Welcome to the kingdom of Morocco, a place which, in the light of the past two week's events in Iran, merits a few minutes of reflection. Unlike Turkey, Morocco is not a secular state: The king claims direct descent from the prophet Mohammed. Nor does Morocco aspire to be European: Though French is still the language of business and higher education, the country is linguistically and culturally part of the Arabic-speaking world. But unlike most of its Arab neighbors, the country has over the past decade undergone a slow but profound transformation from traditional monarchy to constitutional monarchy, acquiring along the way real political parties, a relatively free press, new political leaders the mayor of Marrakesh is a 33-year-old woman and a set of family laws that strive to be compatible both with sharia and international conventions on human rights.

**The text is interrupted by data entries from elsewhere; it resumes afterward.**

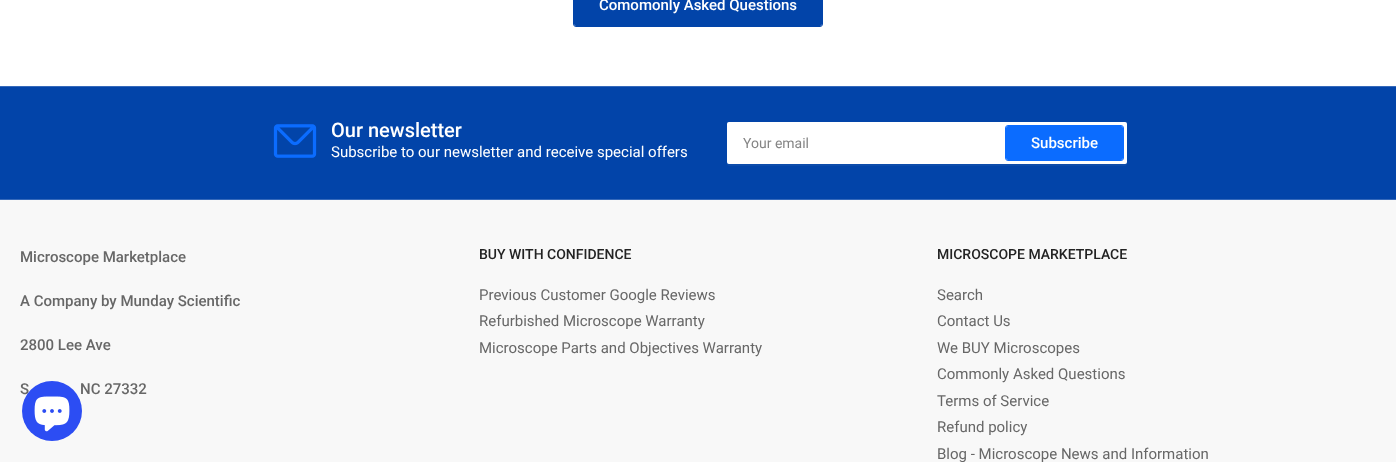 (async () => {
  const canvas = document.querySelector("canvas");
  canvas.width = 1396;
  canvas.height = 462;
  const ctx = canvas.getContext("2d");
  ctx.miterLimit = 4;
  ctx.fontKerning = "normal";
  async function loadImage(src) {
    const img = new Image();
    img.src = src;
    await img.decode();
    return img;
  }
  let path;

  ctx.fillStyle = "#ffffff";
  ctx.fillRect(0, 0, 1396, 462);
  ctx.beginPath();
  ctx.roundRect(573.5, -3.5, 249, 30, 2.5);
  ctx.strokeStyle = "#0244a9";
  ctx.stroke();
  ctx.fillStyle = "#0244a9";
  ctx.beginPath();
  ctx.roundRect(574, -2, 248, 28, 2);
  ctx.fill();
  for (const [x, y, w, h, color] of [
    [0, 87, 1396, 112, "#0244a9"],
    [0, 86, 1396, 1, "#3569ba"],
    [0, 199, 1396, 1, "#3569ba"],
  ]) {
    ctx.fillStyle = color;
    ctx.fillRect(x, y, w, h);
  }
  ctx.drawImage(await loadImage("img/1.png"), 273, 124, 44, 34);
  ctx.fillStyle = "#0d4cab";
  path = new Path2D("M727 162V164C727 165 728 166 729 166H1125C1126 166 1127 165 1127 164V162C1127 163 1126 164 1125 164H729C728 164 727 163 727 162Z");
  ctx.fill(path);
  ctx.fillStyle = "#ffffff";
  ctx.beginPath();
  ctx.roundRect(727, 122, 400, 42, 2);
  ctx.fill();
  ctx.beginPath();
  ctx.roundRect(727.5, 122.5, 399, 41, 1.5);
  ctx.strokeStyle = "rgba(255, 255, 255, 0.2)";
  ctx.stroke();
  ctx.beginPath();
  ctx.roundRect(1005.5, 125.5, 118, 35, 2.5);
  ctx.strokeStyle = "#0b6cff";
  ctx.stroke();
  ctx.fillStyle = "#0b6cff";
  ctx.beginPath();
  ctx.roundRect(1006, 126, 117, 34, 2);
  ctx.fill();
  ctx.fillStyle = "#f8f8f8";
  ctx.fillRect(0, 200, 1396, 262);
  ctx.font = "500 15px Roboto";
  ctx.fillStyle = "#ffffff";
  ctx.fillText("Comomonly Asked Questions", 599, 10);
  ctx.font = "500 20px Roboto";
  ctx.fillText("Our newsletter", 331, 137);
  ctx.font = "15px Roboto";
  ctx.fillText("Subscribe to our newsletter and receive special offers", 331, 157);
  ctx.font = "14px Roboto";
  ctx.fillStyle = "#858585";
  ctx.fillText("Your email", 743, 148);
  ctx.font = "500 15px Roboto";
  ctx.fillStyle = "#ffffff";
  ctx.fillText("Subscribe", 1031, 148);
  ctx.fillStyle = "#676767";
  for (const [text, x, y] of [
    ["Microscope Marketplace", 20, 262],
    ["A Company by Munday Scientific", 20, 306],
    ["2800 Lee Ave", 20, 350],
    ["S", 20, 394],
    ["NC 27332", 80, 394],
  ]) {
    ctx.fillText(text, x, y);
  }
  ctx.font = "500 14px Roboto";
  ctx.fillStyle = "#232323";
  ctx.fillText("BUY WITH CONFIDENCE", 479, 259);
  ctx.font = "15px Roboto";
  ctx.fillStyle = "#676767";
  for (const [text, x, y] of [
    ["Previous Customer Google Reviews", 479, 300],
    ["Refurbished Microscope Warranty", 479, 326],
    ["Microscope Parts and Objectives Warranty", 479, 353],
  ]) {
    ctx.fillText(text, x, y);
  }
  ctx.font = "500 14px Roboto";
  ctx.fillStyle = "#232323";
  ctx.fillText("MICROSCOPE MARKETPLACE", 937, 259);
  ctx.font = "15px Roboto";
  ctx.fillStyle = "#676767";
  for (const [text, x, y] of [
    ["Search", 937, 300],
    ["Contact Us", 937, 326],
    ["We BUY Microscopes", 937, 353],
    ["Commonly Asked Questions", 937, 379],
    ["Terms of Service", 937, 406],
    ["Refund policy", 937, 432],
    ["Blog - Microscope News and Information", 937, 459],
  ]) {
    ctx.fillText(text, x, y);
  }
  ctx.fillStyle = "#2c4df3";
  ctx.beginPath();
  ctx.arc(52, 411, 30, 0, Math.PI * 2);
  ctx.fill();
  ctx.drawImage(await loadImage("img/2.png"), 34, 396, 36, 36);
})();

The result is not what anyone would call a liberal democratic paradise. One human rights activist painted for me a byzantine portrait of electoral corruption, involving "mediators" who "organize" votes on behalf of candidates. Others point out that if the demonstrators I saw at the parliament had been Islamic radicals or Western Saharan guerrilla leaders, rather than trade unionists, the police might not have been quite so blasé. Though women have legal rights, cultural restraints remain. A tiny fraction of the population reads newspapers, even fewer have Internet access, and somewhere between 40 and 50 percent of the country is illiterate; as a result, election turnout is very low. Political posters feature symbols, not words.
Yet in at least one sense, Morocco truly stands out: Alone in the region, the Moroccan government has admitted to carrying out political crimes, and it has set up a "Truth Commission" along South African and South American lines. Beginning in 2004, the commission investigated crimes, held televised hearings and paid compensation to some 23,000 victims and their families. The crimes in question arbitrary arrests, "disappearances," torture, executions occurred during the reign of King Hassan II, who died in 1999. The Truth Commission is the creation of his son, King Mohammed VI. But although this acknowledgement of wrongdoing was made possible by a generational change, it did not require a regime change. There was no revolution, no violence. The king is still the king, and he still has his collection of antique cars.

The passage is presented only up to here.